There will be no vision to excite political action unless this unfettered greed of private power is brought to heel. This might involve a Pay Commission established to set down guidelines, backed up by tax sanctions, for what is a reasonable range of pay from top to bottom, with incentives applied consistently and fairly across the range. Equally, people should be asked if they think it right that in all large and medium-sized organisations representatives of all the main grades from the boardroom to the cleaners should, at an annual meeting, have to justify the pay claims they are making at the expense of potential pay increases for all other grades. And if people do think that right, implementing it would inspire a vision of real fairness unmatched by all the rhetoric today.

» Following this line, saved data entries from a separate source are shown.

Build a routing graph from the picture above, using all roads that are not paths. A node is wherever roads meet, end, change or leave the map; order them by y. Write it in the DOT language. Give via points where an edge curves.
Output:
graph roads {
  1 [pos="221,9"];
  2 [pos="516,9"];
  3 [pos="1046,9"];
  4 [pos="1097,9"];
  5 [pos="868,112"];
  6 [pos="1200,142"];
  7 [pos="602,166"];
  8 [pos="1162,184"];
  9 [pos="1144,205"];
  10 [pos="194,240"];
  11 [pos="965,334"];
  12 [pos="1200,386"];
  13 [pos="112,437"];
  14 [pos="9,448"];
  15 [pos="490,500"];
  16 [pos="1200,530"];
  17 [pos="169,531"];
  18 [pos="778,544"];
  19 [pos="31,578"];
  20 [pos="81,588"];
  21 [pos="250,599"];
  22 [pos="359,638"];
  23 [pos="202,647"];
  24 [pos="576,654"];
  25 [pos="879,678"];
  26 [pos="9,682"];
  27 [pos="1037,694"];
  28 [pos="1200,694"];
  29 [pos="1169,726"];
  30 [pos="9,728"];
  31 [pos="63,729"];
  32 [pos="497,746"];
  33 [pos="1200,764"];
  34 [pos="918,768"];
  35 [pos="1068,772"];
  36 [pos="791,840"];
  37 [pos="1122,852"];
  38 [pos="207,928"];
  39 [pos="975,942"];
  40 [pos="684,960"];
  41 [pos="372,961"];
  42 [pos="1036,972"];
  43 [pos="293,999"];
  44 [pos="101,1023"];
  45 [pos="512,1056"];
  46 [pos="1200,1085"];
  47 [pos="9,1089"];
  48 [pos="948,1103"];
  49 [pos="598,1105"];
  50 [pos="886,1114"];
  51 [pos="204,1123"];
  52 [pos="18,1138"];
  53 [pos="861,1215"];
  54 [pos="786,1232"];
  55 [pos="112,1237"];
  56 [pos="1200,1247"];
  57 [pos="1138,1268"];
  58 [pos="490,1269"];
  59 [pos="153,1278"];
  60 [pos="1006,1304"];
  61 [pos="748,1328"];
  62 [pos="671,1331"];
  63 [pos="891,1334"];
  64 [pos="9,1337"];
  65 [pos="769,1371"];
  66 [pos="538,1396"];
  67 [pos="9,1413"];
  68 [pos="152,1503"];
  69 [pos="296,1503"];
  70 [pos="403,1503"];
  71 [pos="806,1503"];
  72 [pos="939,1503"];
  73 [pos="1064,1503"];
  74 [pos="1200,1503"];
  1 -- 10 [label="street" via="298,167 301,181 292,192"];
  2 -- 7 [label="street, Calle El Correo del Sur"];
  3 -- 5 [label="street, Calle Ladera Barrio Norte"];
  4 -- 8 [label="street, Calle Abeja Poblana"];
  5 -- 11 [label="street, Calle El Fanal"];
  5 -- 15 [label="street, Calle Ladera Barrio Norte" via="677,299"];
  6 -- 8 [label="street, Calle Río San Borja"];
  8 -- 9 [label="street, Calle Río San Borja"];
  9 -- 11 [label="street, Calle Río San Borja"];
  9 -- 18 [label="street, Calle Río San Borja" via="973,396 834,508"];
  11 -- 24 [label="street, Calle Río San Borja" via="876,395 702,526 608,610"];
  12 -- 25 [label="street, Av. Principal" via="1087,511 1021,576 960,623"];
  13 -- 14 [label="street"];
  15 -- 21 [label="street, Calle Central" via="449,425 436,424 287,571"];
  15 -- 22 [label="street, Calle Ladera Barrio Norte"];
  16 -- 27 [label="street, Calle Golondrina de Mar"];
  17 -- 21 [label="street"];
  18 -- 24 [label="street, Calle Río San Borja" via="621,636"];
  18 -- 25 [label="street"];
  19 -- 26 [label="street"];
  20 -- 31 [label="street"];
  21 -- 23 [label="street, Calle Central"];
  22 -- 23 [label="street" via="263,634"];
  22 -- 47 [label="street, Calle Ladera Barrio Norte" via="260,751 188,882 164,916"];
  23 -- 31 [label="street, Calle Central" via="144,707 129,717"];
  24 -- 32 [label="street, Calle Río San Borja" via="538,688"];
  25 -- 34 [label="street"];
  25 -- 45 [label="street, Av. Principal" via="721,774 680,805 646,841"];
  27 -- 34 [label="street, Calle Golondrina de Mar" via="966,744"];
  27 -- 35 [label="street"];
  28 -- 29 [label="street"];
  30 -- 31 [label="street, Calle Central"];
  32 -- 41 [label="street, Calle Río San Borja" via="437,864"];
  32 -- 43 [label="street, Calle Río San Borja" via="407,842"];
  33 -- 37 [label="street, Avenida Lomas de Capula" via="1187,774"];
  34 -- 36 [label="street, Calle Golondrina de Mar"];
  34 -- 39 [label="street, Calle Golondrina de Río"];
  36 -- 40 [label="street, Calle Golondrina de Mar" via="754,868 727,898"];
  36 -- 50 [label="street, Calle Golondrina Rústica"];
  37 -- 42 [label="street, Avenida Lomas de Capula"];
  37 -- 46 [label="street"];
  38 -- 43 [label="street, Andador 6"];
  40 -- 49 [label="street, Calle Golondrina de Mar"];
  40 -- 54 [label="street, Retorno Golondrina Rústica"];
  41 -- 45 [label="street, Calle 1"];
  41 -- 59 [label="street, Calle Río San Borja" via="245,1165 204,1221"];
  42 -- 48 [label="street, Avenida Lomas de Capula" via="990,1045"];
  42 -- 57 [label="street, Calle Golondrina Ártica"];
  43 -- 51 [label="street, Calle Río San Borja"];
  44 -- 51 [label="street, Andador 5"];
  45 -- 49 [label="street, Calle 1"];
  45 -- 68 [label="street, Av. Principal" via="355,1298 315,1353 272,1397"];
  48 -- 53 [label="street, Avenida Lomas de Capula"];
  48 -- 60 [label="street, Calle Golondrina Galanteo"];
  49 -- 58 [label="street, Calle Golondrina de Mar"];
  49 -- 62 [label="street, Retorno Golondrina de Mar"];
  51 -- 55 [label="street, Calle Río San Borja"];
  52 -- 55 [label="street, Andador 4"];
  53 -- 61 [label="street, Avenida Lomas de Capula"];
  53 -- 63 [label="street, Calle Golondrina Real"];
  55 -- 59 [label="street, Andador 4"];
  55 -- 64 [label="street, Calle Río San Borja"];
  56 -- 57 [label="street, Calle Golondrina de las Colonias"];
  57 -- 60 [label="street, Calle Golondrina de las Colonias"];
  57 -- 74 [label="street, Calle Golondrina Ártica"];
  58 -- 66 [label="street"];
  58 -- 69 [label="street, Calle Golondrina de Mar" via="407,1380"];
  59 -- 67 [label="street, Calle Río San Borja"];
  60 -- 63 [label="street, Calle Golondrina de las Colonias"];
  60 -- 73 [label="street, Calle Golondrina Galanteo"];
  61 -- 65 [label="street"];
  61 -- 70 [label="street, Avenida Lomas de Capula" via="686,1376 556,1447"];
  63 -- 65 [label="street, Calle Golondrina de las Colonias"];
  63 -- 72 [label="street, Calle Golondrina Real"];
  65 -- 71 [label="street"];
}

A third component for a vision to redress the slide into privatised power and money must be the restoration of the high ideal of public service. Currently, putting some of the largest US healthcare corporations in charge of commissioning the bulk of NHS services and spreading privately sponsored academies throughout the education system has, on all the empirical evidence, much more to do with market dogma and business lobbying than with improving performance on the ground. Equally, cutting Council house-building to just 200 a year (it was 14,000 in Thatcher’s last year), insisting on owner occupation as the keystone for government action when a quarter of the population can never afford it, privatising the probation service and other parts of the criminal justice system, and outsourcing local government to private Strategic Services Development Partnerships are undermining the whole ideal of public service – its accountability, equity, universality, professionalism, and altruism – which underpins the best of British society. The time for a counter-revolution here is now.
Class is everywhere redolent throughout Britain today, and these three goals would address it. But a fourth – making a world that is safe and sustainable for our children – is overriding and would inspire all classes. Yet government clearly does not accord it the centrality it deserves. Once again the power of the old vested interests obtrudes, which explains why preference is given to tripling airport capacity, promoting a third runway at Heathrow, undermining EU renewable energy targets, cancelling a requirement on the top thousand companies to report annually on their carbon emissions, and deferring household carbon allowances. This is so short-sighted. The fight against engulfing climate change is so imperative that it must rapidly transform the global economy towards a non-fossil fuels civilisation. A government that genuinely displayed world leadership here, in action not just in rhetoric, could arouse a positive political appeal that would be overwhelming. Are we ready?
This article appeared in Tribune on 15 December 2007.